When I finished, silence hung in the kitchen, thick and heavy. My dad just stared at me, his mouth slightly open.

"Let me get this straight," he said finally, his voice slow and measured, as if he were re-reading a complex building code. "You have accidentally acquired the deepest, most embarrassing secret of the most powerful and feared girl in your school..."

"Yes," I mumbled.

"...who has sentenced you to indefinite after-school supervision to ensure your silence..."

"Correct."

"...during which you were inadvertently caught in a compromising, three-person pile-up with her and your P.E. teacher..."

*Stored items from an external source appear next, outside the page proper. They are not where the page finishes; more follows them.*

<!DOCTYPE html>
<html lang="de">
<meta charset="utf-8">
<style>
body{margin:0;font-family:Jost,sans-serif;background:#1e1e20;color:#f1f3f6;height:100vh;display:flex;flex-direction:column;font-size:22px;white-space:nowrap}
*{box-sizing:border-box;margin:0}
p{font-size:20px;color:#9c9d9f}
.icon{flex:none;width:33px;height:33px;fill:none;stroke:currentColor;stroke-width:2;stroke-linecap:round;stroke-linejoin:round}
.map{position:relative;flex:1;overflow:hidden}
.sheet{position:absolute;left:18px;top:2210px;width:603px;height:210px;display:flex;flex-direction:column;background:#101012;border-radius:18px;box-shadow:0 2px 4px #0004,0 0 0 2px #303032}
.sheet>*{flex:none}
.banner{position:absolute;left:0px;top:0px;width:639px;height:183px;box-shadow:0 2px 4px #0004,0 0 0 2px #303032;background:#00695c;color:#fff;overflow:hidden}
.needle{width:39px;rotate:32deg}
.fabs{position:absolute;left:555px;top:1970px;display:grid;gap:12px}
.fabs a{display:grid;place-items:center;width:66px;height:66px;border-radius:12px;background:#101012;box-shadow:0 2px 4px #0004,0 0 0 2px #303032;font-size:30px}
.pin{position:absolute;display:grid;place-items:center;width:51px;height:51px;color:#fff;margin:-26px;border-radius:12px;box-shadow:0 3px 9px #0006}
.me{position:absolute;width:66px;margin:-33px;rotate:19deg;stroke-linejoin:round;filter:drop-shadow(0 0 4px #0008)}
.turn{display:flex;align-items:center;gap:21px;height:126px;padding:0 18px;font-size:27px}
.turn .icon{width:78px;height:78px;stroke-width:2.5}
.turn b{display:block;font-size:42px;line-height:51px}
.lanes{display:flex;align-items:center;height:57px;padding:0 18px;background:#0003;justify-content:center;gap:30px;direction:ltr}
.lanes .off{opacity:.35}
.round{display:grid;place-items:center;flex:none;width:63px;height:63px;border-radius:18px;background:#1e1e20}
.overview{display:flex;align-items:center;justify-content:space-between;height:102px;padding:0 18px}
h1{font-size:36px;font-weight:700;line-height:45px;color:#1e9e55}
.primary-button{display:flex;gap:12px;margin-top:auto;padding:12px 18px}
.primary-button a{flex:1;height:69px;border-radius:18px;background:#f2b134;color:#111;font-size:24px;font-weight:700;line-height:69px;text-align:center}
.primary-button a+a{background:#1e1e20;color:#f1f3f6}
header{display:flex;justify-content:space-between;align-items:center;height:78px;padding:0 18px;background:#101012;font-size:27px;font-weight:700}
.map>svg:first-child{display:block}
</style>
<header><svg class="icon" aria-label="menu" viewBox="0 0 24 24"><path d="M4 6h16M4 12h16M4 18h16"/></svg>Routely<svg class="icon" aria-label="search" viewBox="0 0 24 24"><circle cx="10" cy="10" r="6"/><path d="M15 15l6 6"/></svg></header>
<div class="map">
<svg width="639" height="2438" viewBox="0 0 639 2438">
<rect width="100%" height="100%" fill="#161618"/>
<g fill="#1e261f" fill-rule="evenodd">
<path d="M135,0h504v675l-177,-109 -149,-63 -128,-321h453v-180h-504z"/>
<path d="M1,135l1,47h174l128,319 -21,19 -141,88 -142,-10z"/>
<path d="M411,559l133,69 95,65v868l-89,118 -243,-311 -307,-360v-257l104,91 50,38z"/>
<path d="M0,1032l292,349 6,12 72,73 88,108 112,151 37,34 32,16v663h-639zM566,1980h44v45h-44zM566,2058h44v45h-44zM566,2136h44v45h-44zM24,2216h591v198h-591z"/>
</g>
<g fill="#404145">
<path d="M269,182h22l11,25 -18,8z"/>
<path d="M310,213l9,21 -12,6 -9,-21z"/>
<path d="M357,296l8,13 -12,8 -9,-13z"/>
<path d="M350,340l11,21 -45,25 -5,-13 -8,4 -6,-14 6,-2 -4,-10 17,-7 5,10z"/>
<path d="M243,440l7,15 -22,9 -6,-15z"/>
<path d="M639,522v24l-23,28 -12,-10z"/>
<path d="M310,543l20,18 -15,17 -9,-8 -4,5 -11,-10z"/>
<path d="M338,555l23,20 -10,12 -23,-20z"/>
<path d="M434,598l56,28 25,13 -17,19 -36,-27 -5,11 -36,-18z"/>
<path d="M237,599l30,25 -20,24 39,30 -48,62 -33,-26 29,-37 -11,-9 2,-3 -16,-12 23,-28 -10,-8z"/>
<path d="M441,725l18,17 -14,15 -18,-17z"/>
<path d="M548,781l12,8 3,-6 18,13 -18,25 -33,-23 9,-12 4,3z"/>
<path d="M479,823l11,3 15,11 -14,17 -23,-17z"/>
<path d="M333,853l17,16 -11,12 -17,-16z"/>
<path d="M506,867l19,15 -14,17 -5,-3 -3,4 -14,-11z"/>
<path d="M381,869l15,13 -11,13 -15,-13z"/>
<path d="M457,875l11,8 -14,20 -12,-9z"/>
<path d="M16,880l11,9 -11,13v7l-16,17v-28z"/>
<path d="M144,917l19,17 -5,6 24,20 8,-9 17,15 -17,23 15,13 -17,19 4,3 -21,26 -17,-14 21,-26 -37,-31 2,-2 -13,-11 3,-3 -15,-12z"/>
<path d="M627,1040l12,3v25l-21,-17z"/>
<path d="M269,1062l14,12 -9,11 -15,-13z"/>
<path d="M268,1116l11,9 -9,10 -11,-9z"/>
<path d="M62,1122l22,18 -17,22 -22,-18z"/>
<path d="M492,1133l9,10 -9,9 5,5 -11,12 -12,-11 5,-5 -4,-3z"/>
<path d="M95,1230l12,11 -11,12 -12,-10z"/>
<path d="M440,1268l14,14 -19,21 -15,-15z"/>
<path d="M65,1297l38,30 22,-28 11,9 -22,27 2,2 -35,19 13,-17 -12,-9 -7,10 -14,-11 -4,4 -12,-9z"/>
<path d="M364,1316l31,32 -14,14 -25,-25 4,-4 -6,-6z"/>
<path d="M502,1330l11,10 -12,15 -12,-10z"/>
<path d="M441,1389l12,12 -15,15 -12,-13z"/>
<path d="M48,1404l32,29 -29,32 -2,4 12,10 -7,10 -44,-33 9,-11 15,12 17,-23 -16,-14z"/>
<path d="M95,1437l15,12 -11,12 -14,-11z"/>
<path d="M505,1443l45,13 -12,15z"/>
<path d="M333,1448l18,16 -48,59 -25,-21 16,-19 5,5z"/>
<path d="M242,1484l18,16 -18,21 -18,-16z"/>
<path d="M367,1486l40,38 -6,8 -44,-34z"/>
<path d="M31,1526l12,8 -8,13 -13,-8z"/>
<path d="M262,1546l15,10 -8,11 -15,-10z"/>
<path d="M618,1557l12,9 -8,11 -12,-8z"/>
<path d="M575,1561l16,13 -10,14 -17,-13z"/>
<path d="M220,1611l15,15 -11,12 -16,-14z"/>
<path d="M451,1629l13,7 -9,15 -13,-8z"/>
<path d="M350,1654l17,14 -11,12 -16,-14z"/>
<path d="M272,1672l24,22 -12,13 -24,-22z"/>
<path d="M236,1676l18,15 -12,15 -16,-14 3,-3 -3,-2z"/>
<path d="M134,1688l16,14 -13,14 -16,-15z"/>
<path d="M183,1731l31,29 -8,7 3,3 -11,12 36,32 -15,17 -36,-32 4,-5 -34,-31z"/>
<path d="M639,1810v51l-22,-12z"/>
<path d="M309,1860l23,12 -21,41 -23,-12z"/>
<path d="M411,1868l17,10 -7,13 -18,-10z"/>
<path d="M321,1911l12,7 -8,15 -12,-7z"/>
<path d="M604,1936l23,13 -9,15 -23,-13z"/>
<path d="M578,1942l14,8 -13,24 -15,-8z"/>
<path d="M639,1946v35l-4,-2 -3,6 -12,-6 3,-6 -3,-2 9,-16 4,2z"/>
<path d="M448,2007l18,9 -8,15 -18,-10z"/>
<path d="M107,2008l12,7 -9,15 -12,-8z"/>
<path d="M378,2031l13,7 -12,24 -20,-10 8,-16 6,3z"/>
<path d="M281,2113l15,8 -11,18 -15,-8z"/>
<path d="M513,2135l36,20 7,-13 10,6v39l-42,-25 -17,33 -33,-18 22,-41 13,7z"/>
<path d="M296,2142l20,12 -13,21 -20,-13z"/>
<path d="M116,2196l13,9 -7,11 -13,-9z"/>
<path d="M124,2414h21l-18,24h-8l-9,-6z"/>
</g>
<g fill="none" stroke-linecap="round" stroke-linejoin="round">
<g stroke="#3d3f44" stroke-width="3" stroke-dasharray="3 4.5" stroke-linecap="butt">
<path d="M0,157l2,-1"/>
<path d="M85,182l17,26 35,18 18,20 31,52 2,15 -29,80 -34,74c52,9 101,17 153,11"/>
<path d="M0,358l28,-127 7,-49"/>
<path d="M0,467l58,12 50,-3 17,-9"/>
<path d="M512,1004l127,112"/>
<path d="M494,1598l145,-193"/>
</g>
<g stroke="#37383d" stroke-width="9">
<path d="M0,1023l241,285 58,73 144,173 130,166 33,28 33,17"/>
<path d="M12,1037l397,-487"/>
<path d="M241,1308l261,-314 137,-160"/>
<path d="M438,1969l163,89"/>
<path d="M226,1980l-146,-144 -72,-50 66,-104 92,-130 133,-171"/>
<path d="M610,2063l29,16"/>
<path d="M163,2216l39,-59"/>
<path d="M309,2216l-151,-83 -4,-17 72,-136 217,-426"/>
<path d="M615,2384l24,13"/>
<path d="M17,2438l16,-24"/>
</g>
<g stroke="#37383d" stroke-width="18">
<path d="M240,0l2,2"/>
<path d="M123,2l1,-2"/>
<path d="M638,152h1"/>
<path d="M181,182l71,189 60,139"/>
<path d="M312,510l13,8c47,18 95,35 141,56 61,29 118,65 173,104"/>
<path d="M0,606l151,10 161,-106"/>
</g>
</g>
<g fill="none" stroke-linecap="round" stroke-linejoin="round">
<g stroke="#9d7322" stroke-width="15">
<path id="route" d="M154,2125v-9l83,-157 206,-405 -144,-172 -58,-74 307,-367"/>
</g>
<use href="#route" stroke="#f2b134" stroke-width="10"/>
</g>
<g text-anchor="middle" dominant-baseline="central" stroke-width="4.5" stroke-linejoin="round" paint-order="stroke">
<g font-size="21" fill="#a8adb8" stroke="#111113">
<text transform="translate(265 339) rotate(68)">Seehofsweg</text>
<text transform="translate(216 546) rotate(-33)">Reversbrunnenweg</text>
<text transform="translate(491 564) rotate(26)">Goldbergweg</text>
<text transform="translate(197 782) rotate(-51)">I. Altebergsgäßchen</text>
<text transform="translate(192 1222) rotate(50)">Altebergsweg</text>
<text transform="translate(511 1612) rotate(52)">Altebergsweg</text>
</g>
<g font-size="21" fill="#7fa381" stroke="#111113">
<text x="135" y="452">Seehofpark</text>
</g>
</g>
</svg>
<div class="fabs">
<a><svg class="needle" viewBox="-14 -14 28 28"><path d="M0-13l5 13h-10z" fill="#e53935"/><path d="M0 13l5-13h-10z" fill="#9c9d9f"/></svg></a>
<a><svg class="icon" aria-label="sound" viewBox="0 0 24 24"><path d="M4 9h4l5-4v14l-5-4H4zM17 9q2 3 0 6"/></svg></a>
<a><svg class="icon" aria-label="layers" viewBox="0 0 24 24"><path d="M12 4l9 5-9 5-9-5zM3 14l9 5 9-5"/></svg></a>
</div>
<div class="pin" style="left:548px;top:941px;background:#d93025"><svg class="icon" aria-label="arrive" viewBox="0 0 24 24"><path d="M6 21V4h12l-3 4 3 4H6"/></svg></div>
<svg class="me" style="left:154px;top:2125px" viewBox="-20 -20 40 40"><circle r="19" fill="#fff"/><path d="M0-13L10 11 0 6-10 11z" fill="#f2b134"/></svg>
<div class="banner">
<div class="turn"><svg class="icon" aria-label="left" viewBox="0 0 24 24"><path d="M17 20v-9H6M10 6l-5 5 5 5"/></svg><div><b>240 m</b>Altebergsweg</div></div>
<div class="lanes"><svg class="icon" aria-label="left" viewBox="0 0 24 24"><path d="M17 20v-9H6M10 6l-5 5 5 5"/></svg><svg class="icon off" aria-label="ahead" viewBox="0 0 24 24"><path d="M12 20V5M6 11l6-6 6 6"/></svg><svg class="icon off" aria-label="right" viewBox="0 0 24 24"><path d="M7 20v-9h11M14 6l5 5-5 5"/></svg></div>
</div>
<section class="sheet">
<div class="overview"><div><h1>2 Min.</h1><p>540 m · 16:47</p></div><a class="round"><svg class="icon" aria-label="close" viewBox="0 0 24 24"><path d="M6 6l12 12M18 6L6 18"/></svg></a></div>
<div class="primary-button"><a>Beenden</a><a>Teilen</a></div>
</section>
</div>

"A regrettable but accurate summary," I sighed.

"...which was witnessed by your childhood best friend, who is now convinced you are cheating on a relationship you aren't actually in..."

"That's the gist of it."

"...and to cap it all off, your blackmailer then walked you home and charmingly introduced herself to your best friend's mother as a power move, thus cementing your guilt in the eyes of the one person whose opinion you actually care about?"

"You've nailed it," I said, burying my face in my hands. "When you lay it all out like that, it sounds even worse."

My dad was silent for a long time. He put his glasses back on, took them off again, and rubbed his eyes. He looked at the blueprints on the table, then back at me, as if trying to figure out which was more complicated.

"Kaito," he said, a strange mix of awe and terror in his voice. "I design buildings for a living. I have dealt with impossible clients, corrupt city officials, and foundations laid on unstable soil. But this... this structure you have built for yourself is the most spectacular, beautiful, and terrifyingly unstable thing I have ever encountered. It's a masterpiece of impending disaster."

My phone buzzed again, a single, ominous notification.

Yui: My window. Five minutes. Or I'm coming over.

I showed the message to my dad. His eyes widened.

"Son," he said, standing up and placing a firm, steadying hand on my shoulder. "You are dealing with forces beyond the comprehension of mortal men. My advice as an architect is this: reinforce your foundations, brace for impact, and for God's sake, whatever you do... don't lie. Just tell the truth. It's so ridiculous, she might actually believe it."

He patted my shoulder again. "I'll handle the Nikujaga. You go handle the... geopolitical crisis. And Kaito?"

"Yeah?"

"Good luck. You're going to need it."

With my father's blessing and the tactical advice of a man who builds skyscrapers, I trudged up the stairs to my room. The five-minute countdown had begun. I was about to walk, unarmed, into the heart of the storm.